--- Provided data ---

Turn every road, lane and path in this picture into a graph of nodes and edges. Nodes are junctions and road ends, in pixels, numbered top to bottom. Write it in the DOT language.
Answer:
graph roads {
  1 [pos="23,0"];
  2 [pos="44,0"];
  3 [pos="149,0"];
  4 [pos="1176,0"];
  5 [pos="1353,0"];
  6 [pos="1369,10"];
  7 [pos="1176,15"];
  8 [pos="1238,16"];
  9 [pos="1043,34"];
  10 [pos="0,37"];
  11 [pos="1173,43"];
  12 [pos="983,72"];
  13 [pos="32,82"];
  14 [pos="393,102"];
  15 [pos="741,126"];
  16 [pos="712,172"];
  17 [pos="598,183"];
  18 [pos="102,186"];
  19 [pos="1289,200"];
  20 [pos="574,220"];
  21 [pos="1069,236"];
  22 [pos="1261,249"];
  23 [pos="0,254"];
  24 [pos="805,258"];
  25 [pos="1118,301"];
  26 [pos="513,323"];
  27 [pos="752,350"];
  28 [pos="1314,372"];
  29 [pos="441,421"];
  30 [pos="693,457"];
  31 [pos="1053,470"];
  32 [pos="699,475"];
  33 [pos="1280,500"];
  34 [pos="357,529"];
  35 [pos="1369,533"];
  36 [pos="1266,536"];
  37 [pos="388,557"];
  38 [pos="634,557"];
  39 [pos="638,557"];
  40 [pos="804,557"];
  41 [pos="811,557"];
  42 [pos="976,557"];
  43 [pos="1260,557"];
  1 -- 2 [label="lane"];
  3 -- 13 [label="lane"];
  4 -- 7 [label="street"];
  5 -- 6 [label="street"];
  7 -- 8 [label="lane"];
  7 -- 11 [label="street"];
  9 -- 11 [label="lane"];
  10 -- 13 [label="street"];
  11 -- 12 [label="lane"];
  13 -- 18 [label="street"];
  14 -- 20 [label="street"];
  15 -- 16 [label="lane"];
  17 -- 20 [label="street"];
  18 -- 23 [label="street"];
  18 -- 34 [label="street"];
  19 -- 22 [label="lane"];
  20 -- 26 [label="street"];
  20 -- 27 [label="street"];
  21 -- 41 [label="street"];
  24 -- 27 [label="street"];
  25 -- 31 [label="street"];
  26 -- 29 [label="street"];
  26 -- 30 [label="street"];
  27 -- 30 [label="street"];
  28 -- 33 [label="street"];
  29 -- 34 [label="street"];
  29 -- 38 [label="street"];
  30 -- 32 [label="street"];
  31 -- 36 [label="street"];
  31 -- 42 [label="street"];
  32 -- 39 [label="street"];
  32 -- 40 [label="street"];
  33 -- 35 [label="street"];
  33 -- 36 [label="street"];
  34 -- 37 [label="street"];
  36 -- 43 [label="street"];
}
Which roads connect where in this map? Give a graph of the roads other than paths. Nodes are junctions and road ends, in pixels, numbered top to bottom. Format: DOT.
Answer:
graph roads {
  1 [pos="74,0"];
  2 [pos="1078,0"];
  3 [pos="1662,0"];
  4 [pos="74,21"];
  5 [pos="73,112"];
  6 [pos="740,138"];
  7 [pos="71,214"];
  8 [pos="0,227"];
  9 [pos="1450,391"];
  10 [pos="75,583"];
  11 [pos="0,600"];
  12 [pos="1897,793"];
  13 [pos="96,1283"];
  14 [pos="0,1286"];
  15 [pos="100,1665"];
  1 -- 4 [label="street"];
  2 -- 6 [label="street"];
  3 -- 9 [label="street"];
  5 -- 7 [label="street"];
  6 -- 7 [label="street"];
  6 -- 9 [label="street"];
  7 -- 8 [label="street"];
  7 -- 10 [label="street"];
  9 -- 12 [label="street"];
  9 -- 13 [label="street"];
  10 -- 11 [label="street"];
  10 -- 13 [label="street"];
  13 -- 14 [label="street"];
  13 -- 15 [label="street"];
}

---

** Work instructions **
Each entry shown above should be copied out exactly.

** Answer area **
Turn every road, lane and path in this picture into a graph of nodes and edges. Nodes are junctions and road ends, in pixels, numbered top to bottom. Write it in the DOT language.
Answer:
graph roads {
  1 [pos="23,0"];
  2 [pos="44,0"];
  3 [pos="149,0"];
  4 [pos="1176,0"];
  5 [pos="1353,0"];
  6 [pos="1369,10"];
  7 [pos="1176,15"];
  8 [pos="1238,16"];
  9 [pos="1043,34"];
  10 [pos="0,37"];
  11 [pos="1173,43"];
  12 [pos="983,72"];
  13 [pos="32,82"];
  14 [pos="393,102"];
  15 [pos="741,126"];
  16 [pos="712,172"];
  17 [pos="598,183"];
  18 [pos="102,186"];
  19 [pos="1289,200"];
  20 [pos="574,220"];
  21 [pos="1069,236"];
  22 [pos="1261,249"];
  23 [pos="0,254"];
  24 [pos="805,258"];
  25 [pos="1118,301"];
  26 [pos="513,323"];
  27 [pos="752,350"];
  28 [pos="1314,372"];
  29 [pos="441,421"];
  30 [pos="693,457"];
  31 [pos="1053,470"];
  32 [pos="699,475"];
  33 [pos="1280,500"];
  34 [pos="357,529"];
  35 [pos="1369,533"];
  36 [pos="1266,536"];
  37 [pos="388,557"];
  38 [pos="634,557"];
  39 [pos="638,557"];
  40 [pos="804,557"];
  41 [pos="811,557"];
  42 [pos="976,557"];
  43 [pos="1260,557"];
  1 -- 2 [label="lane"];
  3 -- 13 [label="lane"];
  4 -- 7 [label="street"];
  5 -- 6 [label="street"];
  7 -- 8 [label="lane"];
  7 -- 11 [label="street"];
  9 -- 11 [label="lane"];
  10 -- 13 [label="street"];
  11 -- 12 [label="lane"];
  13 -- 18 [label="street"];
  14 -- 20 [label="street"];
  15 -- 16 [label="lane"];
  17 -- 20 [label="street"];
  18 -- 23 [label="street"];
  18 -- 34 [label="street"];
  19 -- 22 [label="lane"];
  20 -- 26 [label="street"];
  20 -- 27 [label="street"];
  21 -- 41 [label="street"];
  24 -- 27 [label="street"];
  25 -- 31 [label="street"];
  26 -- 29 [label="street"];
  26 -- 30 [label="street"];
  27 -- 30 [label="street"];
  28 -- 33 [label="street"];
  29 -- 34 [label="street"];
  29 -- 38 [label="street"];
  30 -- 32 [label="street"];
  31 -- 36 [label="street"];
  31 -- 42 [label="street"];
  32 -- 39 [label="street"];
  32 -- 40 [label="street"];
  33 -- 35 [label="street"];
  33 -- 36 [label="street"];
  34 -- 37 [label="street"];
  36 -- 43 [label="street"];
}
Which roads connect where in this map? Give a graph of the roads other than paths. Nodes are junctions and road ends, in pixels, numbered top to bottom. Format: DOT.
Answer:
graph roads {
  1 [pos="74,0"];
  2 [pos="1078,0"];
  3 [pos="1662,0"];
  4 [pos="74,21"];
  5 [pos="73,112"];
  6 [pos="740,138"];
  7 [pos="71,214"];
  8 [pos="0,227"];
  9 [pos="1450,391"];
  10 [pos="75,583"];
  11 [pos="0,600"];
  12 [pos="1897,793"];
  13 [pos="96,1283"];
  14 [pos="0,1286"];
  15 [pos="100,1665"];
  1 -- 4 [label="street"];
  2 -- 6 [label="street"];
  3 -- 9 [label="street"];
  5 -- 7 [label="street"];
  6 -- 7 [label="street"];
  6 -- 9 [label="street"];
  7 -- 8 [label="street"];
  7 -- 10 [label="street"];
  9 -- 12 [label="street"];
  9 -- 13 [label="street"];
  10 -- 11 [label="street"];
  10 -- 13 [label="street"];
  13 -- 14 [label="street"];
  13 -- 15 [label="street"];
}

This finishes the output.